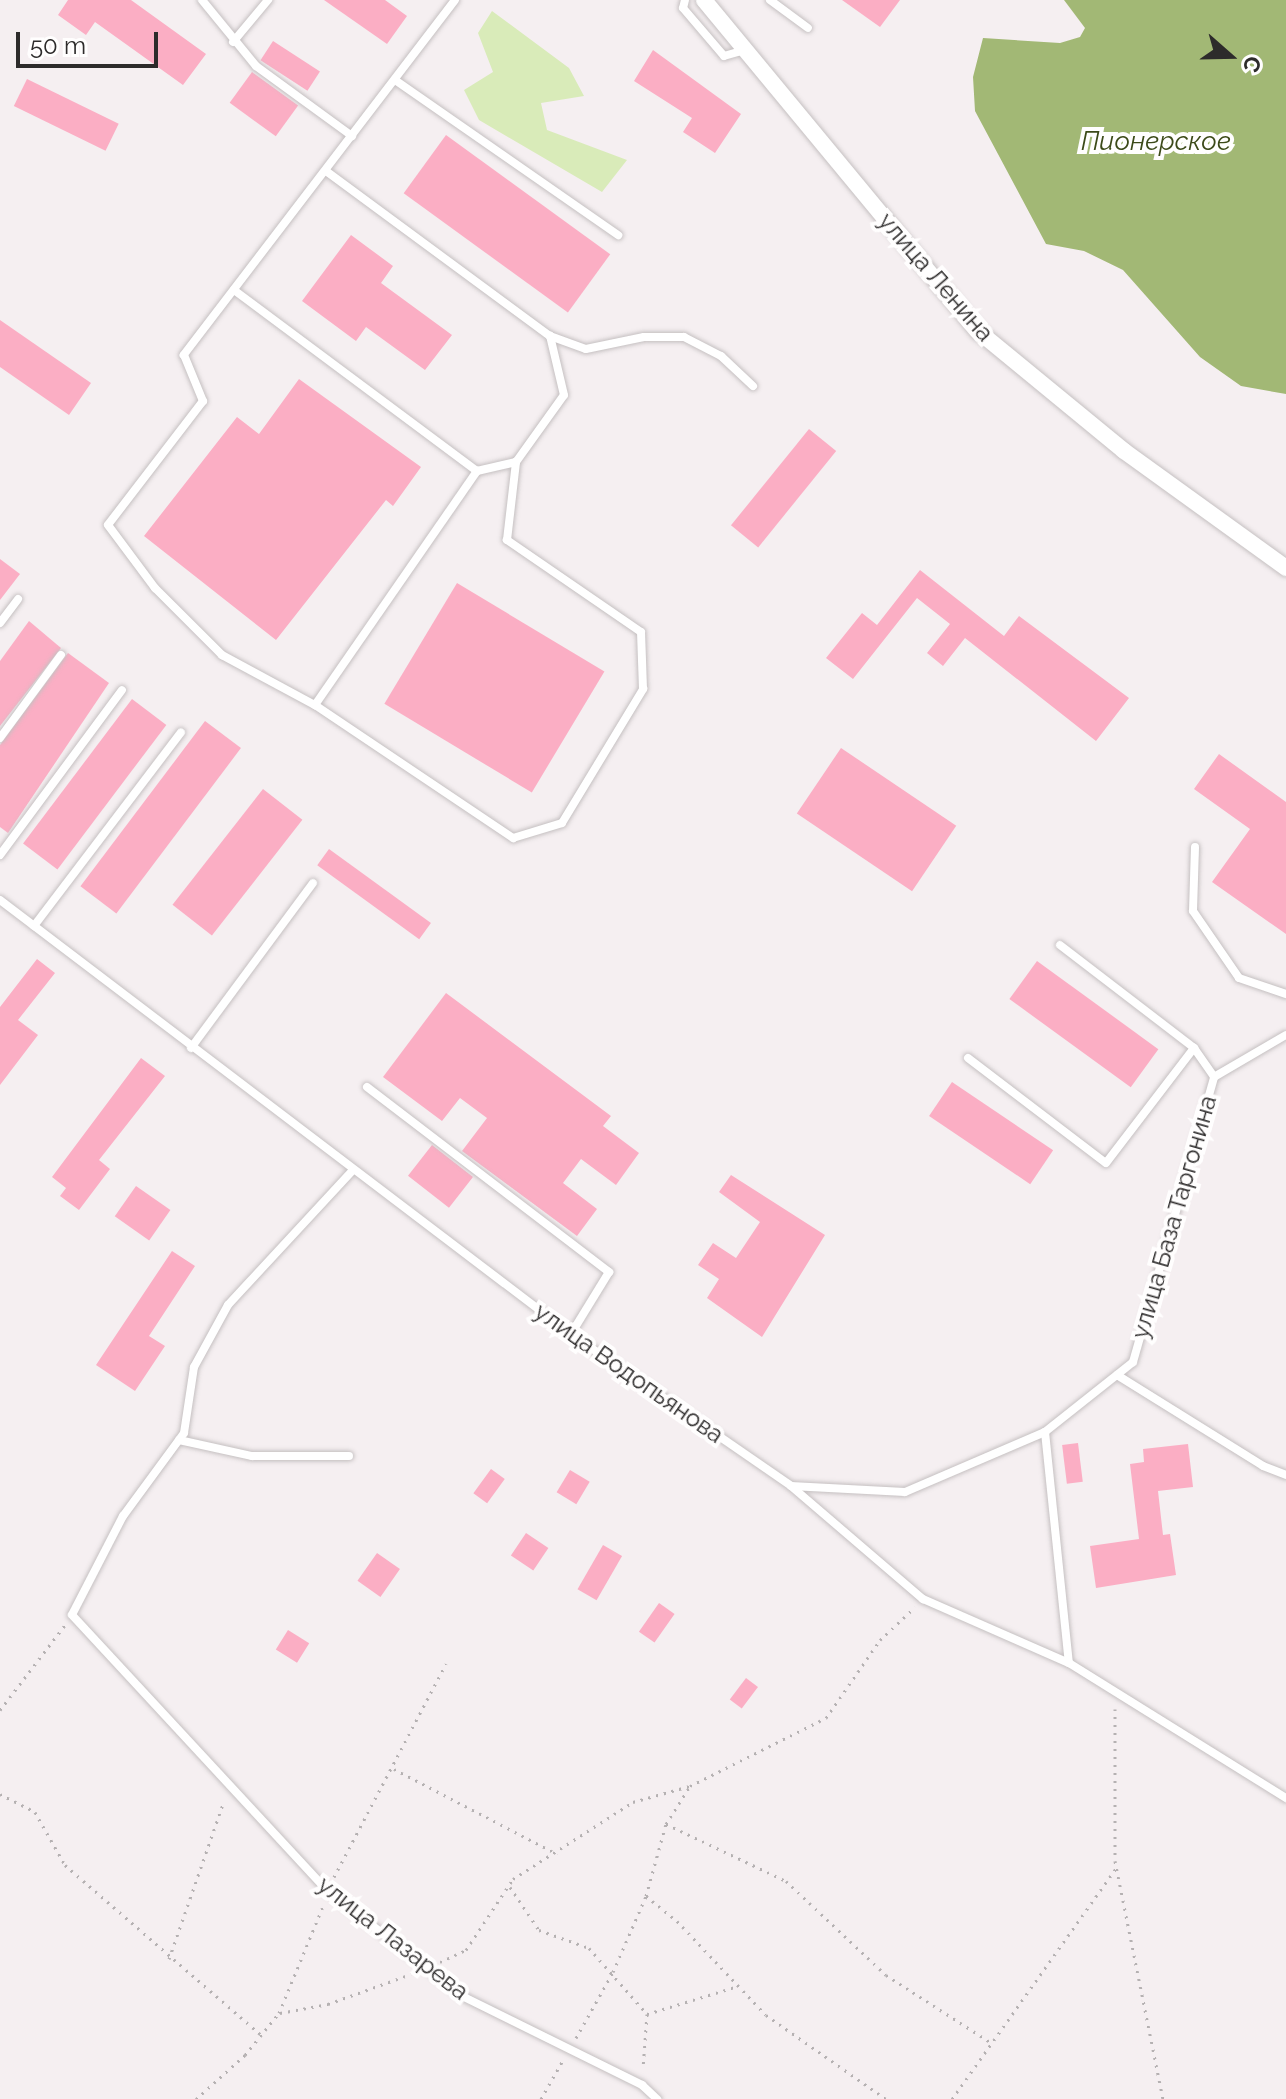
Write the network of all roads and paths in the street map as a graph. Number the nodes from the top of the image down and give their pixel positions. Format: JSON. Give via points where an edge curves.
{"nodes":[{"id":1,"x":202,"y":0,"type":"edge"},
{"id":2,"x":268,"y":0,"type":"edge"},
{"id":3,"x":455,"y":0,"type":"edge"},
{"id":4,"x":685,"y":0,"type":"edge"},
{"id":5,"x":704,"y":0,"type":"edge"},
{"id":6,"x":770,"y":0,"type":"edge"},
{"id":7,"x":808,"y":28,"type":"dead end"},
{"id":8,"x":233,"y":42,"type":"junction"},
{"id":9,"x":745,"y":50,"type":"junction"},
{"id":10,"x":395,"y":80,"type":"junction"},
{"id":11,"x":352,"y":136,"type":"junction"},
{"id":12,"x":326,"y":171,"type":"junction"},
{"id":13,"x":618,"y":235,"type":"dead end"},
{"id":14,"x":234,"y":290,"type":"junction"},
{"id":15,"x":550,"y":336,"type":"junction"},
{"id":16,"x":753,"y":386,"type":"dead end"},
{"id":17,"x":516,"y":462,"type":"junction"},
{"id":18,"x":477,"y":471,"type":"junction"},
{"id":19,"x":1286,"y":568,"type":"edge"},
{"id":20,"x":18,"y":599,"type":"dead end"},
{"id":21,"x":0,"y":623,"type":"edge"},
{"id":22,"x":61,"y":655,"type":"dead end"},
{"id":23,"x":122,"y":690,"type":"dead end"},
{"id":24,"x":315,"y":705,"type":"junction"},
{"id":25,"x":181,"y":732,"type":"dead end"},
{"id":26,"x":0,"y":738,"type":"edge"},
{"id":27,"x":1195,"y":847,"type":"dead end"},
{"id":28,"x":0,"y":855,"type":"edge"},
{"id":29,"x":313,"y":883,"type":"dead end"},
{"id":30,"x":0,"y":900,"type":"edge"},
{"id":31,"x":34,"y":926,"type":"junction"},
{"id":32,"x":1060,"y":945,"type":"dead end"},
{"id":33,"x":1286,"y":994,"type":"edge"},
{"id":34,"x":1286,"y":1035,"type":"edge"},
{"id":35,"x":191,"y":1048,"type":"junction"},
{"id":36,"x":1194,"y":1048,"type":"junction"},
{"id":37,"x":968,"y":1058,"type":"dead end"},
{"id":38,"x":1214,"y":1077,"type":"junction"},
{"id":39,"x":367,"y":1087,"type":"dead end"},
{"id":40,"x":353,"y":1170,"type":"junction"},
{"id":41,"x":571,"y":1334,"type":"junction"},
{"id":42,"x":1117,"y":1375,"type":"junction"},
{"id":43,"x":1045,"y":1432,"type":"junction"},
{"id":44,"x":179,"y":1440,"type":"junction"},
{"id":45,"x":349,"y":1456,"type":"dead end"},
{"id":46,"x":1286,"y":1475,"type":"edge"},
{"id":47,"x":791,"y":1486,"type":"junction"},
{"id":48,"x":923,"y":1599,"type":"junction"},
{"id":49,"x":72,"y":1615,"type":"junction"},
{"id":50,"x":1069,"y":1663,"type":"junction"},
{"id":51,"x":446,"y":1664,"type":"dead end"},
{"id":52,"x":1115,"y":1693,"type":"junction"},
{"id":53,"x":0,"y":1710,"type":"edge"},
{"id":54,"x":392,"y":1768,"type":"junction"},
{"id":55,"x":229,"y":1786,"type":"junction"},
{"id":56,"x":690,"y":1786,"type":"junction"},
{"id":57,"x":0,"y":1794,"type":"edge"},
{"id":58,"x":1286,"y":1798,"type":"edge"},
{"id":59,"x":666,"y":1824,"type":"junction"},
{"id":60,"x":557,"y":1854,"type":"junction"},
{"id":61,"x":1116,"y":1868,"type":"junction"},
{"id":62,"x":509,"y":1885,"type":"junction"},
{"id":63,"x":328,"y":1891,"type":"junction"},
{"id":64,"x":646,"y":1896,"type":"junction"},
{"id":65,"x":169,"y":1959,"type":"junction"},
{"id":66,"x":429,"y":1967,"type":"junction"},
{"id":67,"x":613,"y":1972,"type":"junction"},
{"id":68,"x":738,"y":1986,"type":"junction"},
{"id":69,"x":279,"y":2013,"type":"junction"},
{"id":70,"x":647,"y":2014,"type":"junction"},
{"id":71,"x":261,"y":2035,"type":"junction"},
{"id":72,"x":993,"y":2044,"type":"junction"},
{"id":73,"x":571,"y":2047,"type":"junction"},
{"id":74,"x":642,"y":2085,"type":"junction"},
{"id":75,"x":196,"y":2099,"type":"edge"},
{"id":76,"x":541,"y":2099,"type":"edge"},
{"id":77,"x":657,"y":2099,"type":"edge"},
{"id":78,"x":886,"y":2099,"type":"edge"},
{"id":79,"x":952,"y":2099,"type":"edge"},
{"id":80,"x":1163,"y":2099,"type":"edge"}],
"edges":[{"from":1,"to":8,"type":"lane"},
{"from":2,"to":8,"type":"lane"},
{"from":3,"to":10,"type":"lane"},
{"from":4,"to":9,"type":"lane","via":[[683,8],[724,56]]},
{"from":5,"to":9,"type":"street","name":"улица Ленина"},
{"from":6,"to":7,"type":"lane"},
{"from":8,"to":11,"type":"lane","via":[[256,66]]},
{"from":9,"to":19,"type":"street","name":"улица Ленина","via":[[978,331],[1124,451]]},
{"from":10,"to":11,"type":"lane"},
{"from":10,"to":13,"type":"lane"},
{"from":11,"to":12,"type":"lane"},
{"from":12,"to":14,"type":"lane"},
{"from":12,"to":15,"type":"lane"},
{"from":14,"to":18,"type":"lane"},
{"from":14,"to":24,"type":"lane","via":[[184,355],[203,401],[108,525],[155,588],[222,655]]},
{"from":15,"to":16,"type":"lane","via":[[586,349],[644,337],[684,337],[721,356]]},
{"from":15,"to":17,"type":"lane","via":[[564,395]]},
{"from":17,"to":18,"type":"lane"},
{"from":17,"to":24,"type":"lane","via":[[507,540],[641,632],[643,689],[562,823],[513,838]]},
{"from":18,"to":24,"type":"lane"},
{"from":20,"to":21,"type":"lane"},
{"from":22,"to":26,"type":"lane"},
{"from":23,"to":28,"type":"lane"},
{"from":25,"to":31,"type":"lane"},
{"from":27,"to":33,"type":"lane","via":[[1193,911],[1239,978]]},
{"from":29,"to":35,"type":"lane"},
{"from":30,"to":31,"type":"lane","name":"улица Водопьянова"},
{"from":31,"to":35,"type":"lane","name":"улица Водопьянова"},
{"from":32,"to":36,"type":"lane"},
{"from":34,"to":38,"type":"lane"},
{"from":35,"to":40,"type":"lane","name":"улица Водопьянова"},
{"from":36,"to":37,"type":"lane","via":[[1106,1163]]},
{"from":36,"to":38,"type":"lane"},
{"from":38,"to":42,"type":"lane","name":"улица База Таргонина","via":[[1133,1362]]},
{"from":39,"to":41,"type":"lane","via":[[609,1272]]},
{"from":40,"to":41,"type":"lane","name":"улица Водопьянова"},
{"from":40,"to":44,"type":"lane","via":[[228,1305],[194,1367]]},
{"from":41,"to":47,"type":"lane","name":"улица Водопьянова"},
{"from":42,"to":43,"type":"lane","name":"улица База Таргонина"},
{"from":42,"to":46,"type":"lane"},
{"from":43,"to":47,"type":"lane","name":"улица База Таргонина","via":[[905,1492]]},
{"from":43,"to":50,"type":"lane"},
{"from":44,"to":45,"type":"lane","via":[[252,1456]]},
{"from":44,"to":49,"type":"lane","via":[[123,1516]]},
{"from":47,"to":48,"type":"lane","name":"улица Водопьянова"},
{"from":48,"to":50,"type":"lane","name":"улица Водопьянова"},
{"from":48,"to":56,"type":"path","via":[[880,1640],[826,1718]]},
{"from":49,"to":53,"type":"path"},
{"from":49,"to":55,"type":"lane","name":"улица Лазарева"},
{"from":50,"to":52,"type":"lane","name":"улица Водопьянова"},
{"from":51,"to":54,"type":"path"},
{"from":52,"to":58,"type":"lane","name":"улица Водопьянова"},
{"from":52,"to":61,"type":"path"},
{"from":54,"to":60,"type":"path"},
{"from":54,"to":63,"type":"path"},
{"from":55,"to":63,"type":"lane","name":"улица Лазарева"},
{"from":55,"to":65,"type":"path"},
{"from":56,"to":59,"type":"path"},
{"from":56,"to":60,"type":"path","via":[[633,1802]]},
{"from":57,"to":65,"type":"path","via":[[35,1812],[65,1865]]},
{"from":59,"to":64,"type":"path"},
{"from":59,"to":72,"type":"path","via":[[786,1881],[886,1975]]},
{"from":60,"to":62,"type":"path"},
{"from":61,"to":72,"type":"path"},
{"from":61,"to":80,"type":"path"},
{"from":62,"to":66,"type":"path","via":[[466,1950]]},
{"from":62,"to":67,"type":"path","via":[[539,1930],[589,1948]]},
{"from":63,"to":66,"type":"lane","name":"улица Лазарева"},
{"from":63,"to":69,"type":"path"},
{"from":64,"to":67,"type":"path"},
{"from":64,"to":68,"type":"path"},
{"from":65,"to":71,"type":"path"},
{"from":66,"to":69,"type":"path","via":[[328,2004]]},
{"from":66,"to":73,"type":"lane","name":"улица Лазарева","via":[[476,2004]]},
{"from":67,"to":70,"type":"path"},
{"from":67,"to":73,"type":"path"},
{"from":68,"to":70,"type":"path"},
{"from":68,"to":78,"type":"path","via":[[766,2015]]},
{"from":69,"to":71,"type":"path"},
{"from":70,"to":74,"type":"path"},
{"from":71,"to":75,"type":"path"},
{"from":72,"to":79,"type":"path"},
{"from":73,"to":74,"type":"lane","name":"улица Лазарева"},
{"from":73,"to":76,"type":"path"},
{"from":74,"to":77,"type":"lane","name":"улица Лазарева"}]}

■ ■ ■

What the exercise asks ▸ Please go through the data above and copy each line containing the word "street".

Reply to the task ▸
Write the network of all roads and paths in the street map as a graph. Number the nodes from the top of the image down and give their pixel positions. Format: JSON. Give via points where an edge curves.
{"from":5,"to":9,"type":"street","name":"улица Ленина"},
{"from":9,"to":19,"type":"street","name":"улица Ленина","via":[[978,331],[1124,451]]},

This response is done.